O fato de um homem se transformar em um inseto é o único ponto “mágico” da trama, que segue com um realismo impressionante, fruto talvez da época em que foi publicada: Primeira Guerra Mundial. Na narrativa, Gregor Samsa recebe os cuidados da família, que o vê como um ser que precisa apenas de comida e um espaço para ficar. Vazio de qualquer esperança e forças para mudar – alguma semelhança com a vida real? –, ele simplesmente aceita seu destino como algo irreversível. Nesta obra em especial, Kafka explora o existencialismo ao utilizar uma alegoria para ilustrar como nos sentimos inadequados, solitários, vivendo sem perspectiva e sobrevivendo de migalhas (literais e figuradas).

O pavor de se metamorfosear em inseto fez a mulher despertar, vendo no sonho um alerta. E essa não é a função também da literatura?
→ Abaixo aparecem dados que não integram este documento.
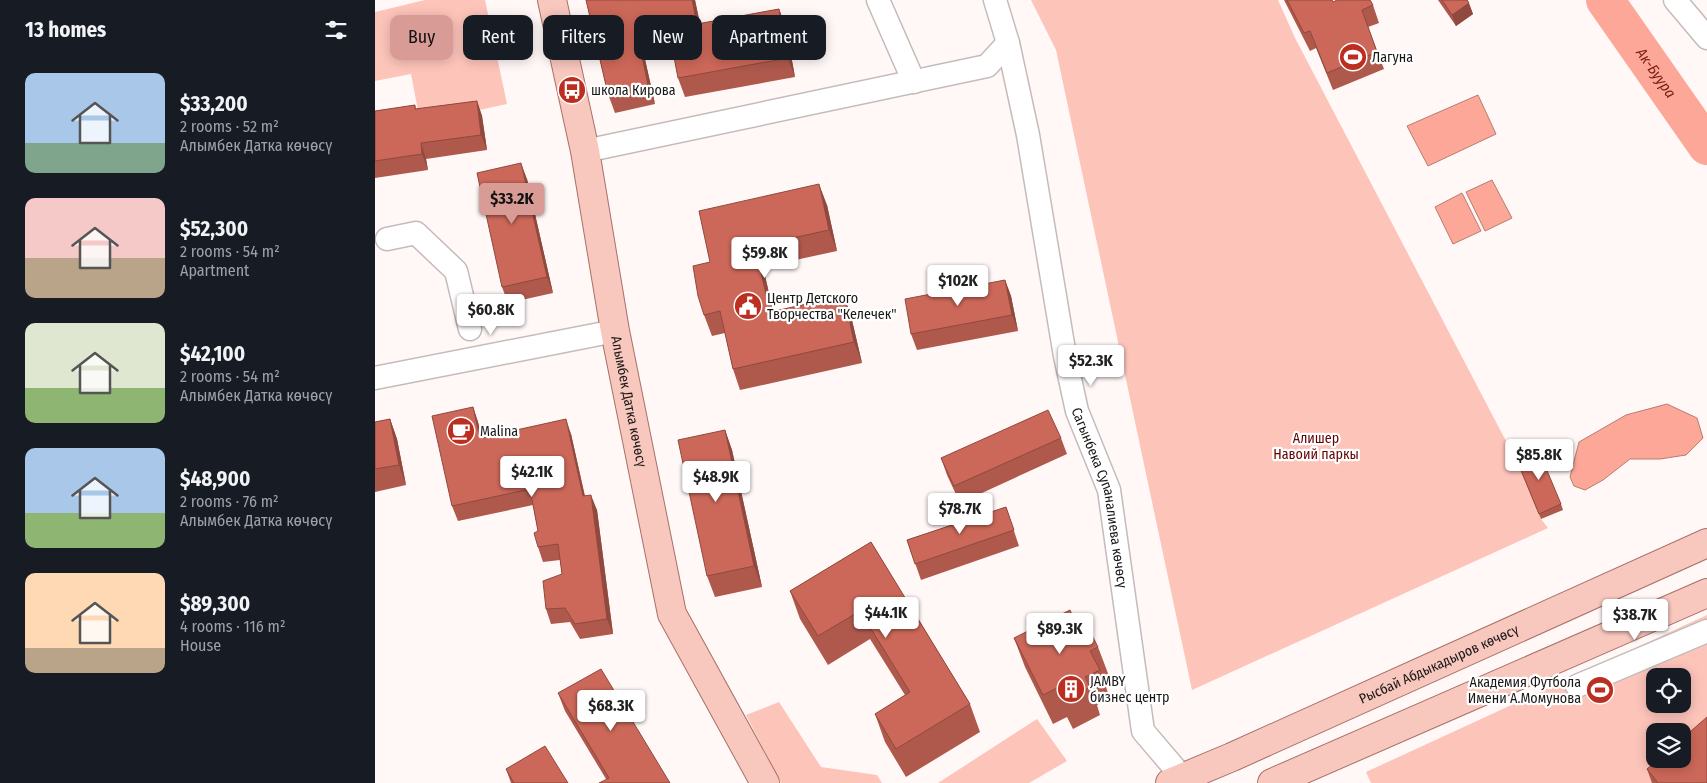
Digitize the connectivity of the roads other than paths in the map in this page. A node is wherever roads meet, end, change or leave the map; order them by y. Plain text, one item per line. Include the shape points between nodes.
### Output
1 (552, 0) edge
2 (878, 0) edge
3 (995, 0) edge
4 (1675, 0) edge
5 (1707, 38) edge
6 (1008, 43) junction
7 (914, 82) junction
8 (585, 151) junction
9 (387, 239) dead end
10 (470, 329) dead end
11 (615, 331) junction
12 (375, 378) edge
13 (1707, 543) edge
14 (1707, 593) edge
15 (1707, 631) edge
16 (1577, 686) dead end
17 (1176, 780) edge
18 (765, 783) edge
19 (1272, 783) edge

1 - 8 main road, Алымбек Датка көчөсү
2 - 7 street
3 - 6 street, Сагынбека Супаналиева көчөсү
4 - 5 street
6 - 7 street via 987,66
6 - 17 street, Сагынбека Супаналиева көчөсү via 1077,411 1109,490 1143,731
7 - 8 street
8 - 11 main road, Алымбек Датка көчөсү
9 - 10 street via 416,233 456,271
11 - 12 street
11 - 18 main road, Алымбек Датка көчөсү via 672,614
13 - 17 main road, Рысбай Абдыкадыров көчөсү
14 - 19 main road
15 - 16 street

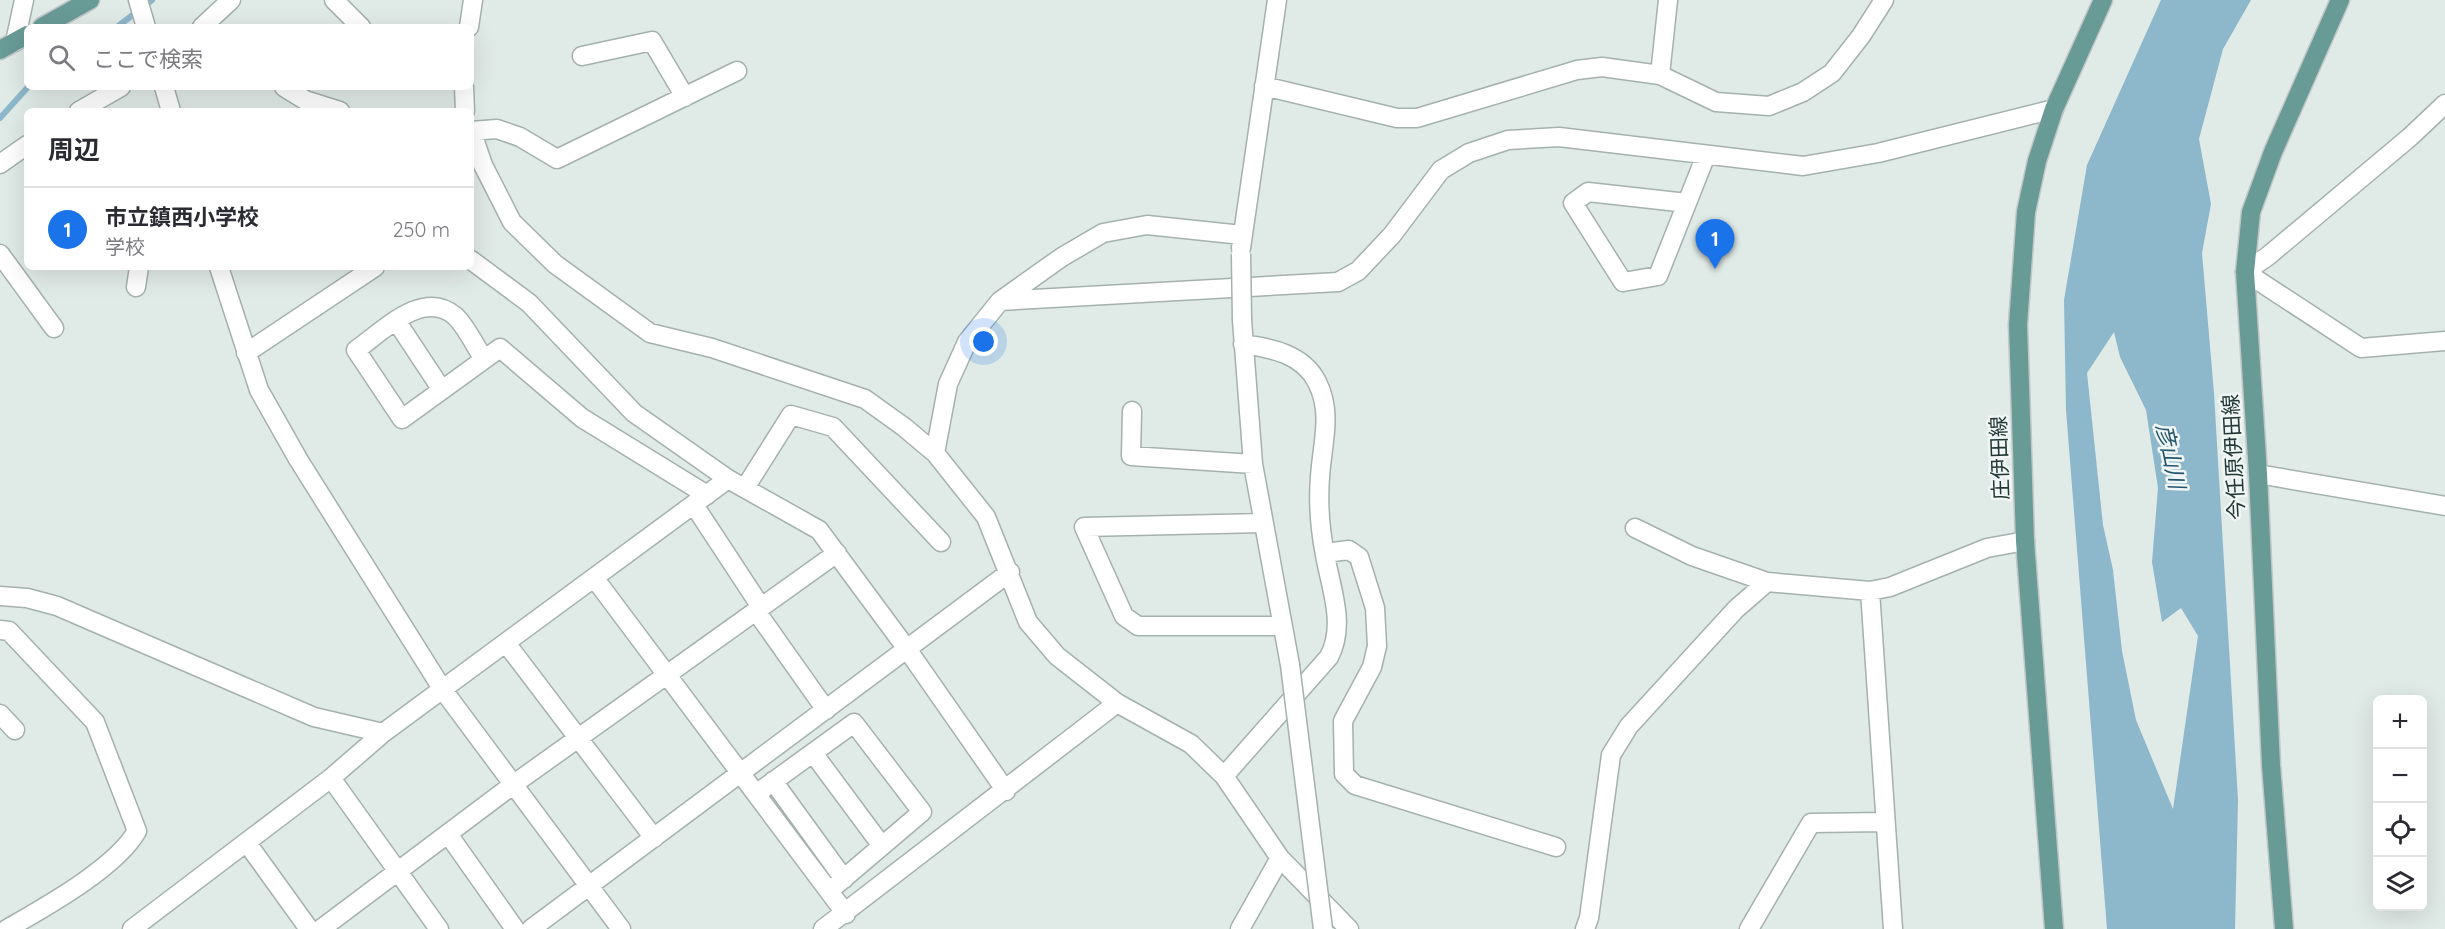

Despertar, tirar da inércia, ao causar emoções singulares e inquietantes no leitor?

Já desperta, pegou na mesa de cabeceira um exemplar de A metamorfose, que comprara havia poucas semanas, e correu os olhos pela nota do editor, que advertia os leitores para o fato de o autor nunca ter usado o termo “barata”, algo criado somente no imaginário popular, que não consegue conceber algo mais nojento. Ela, como na história, também não sabia ao certo o que estava trancado na panela. Seria seguro usá-la novamente? E se pegasse alguma doença? Já se imaginou com a pele cascuda, com anteninhas e asas. Não havia tempo a perder. Resoluta, seguiu até a cozinha. Encostou a panela no ouvido, na tentativa de ouvir algum ruído, mas não deveria arriscar. Rapidamente, decidiu dar outro fim ao dinheiro das horas extras que estava guardando para aquela viagem tão desejada. Então, jogou a panela fora e foi trocar de roupa; já estava atrasada para o trabalho.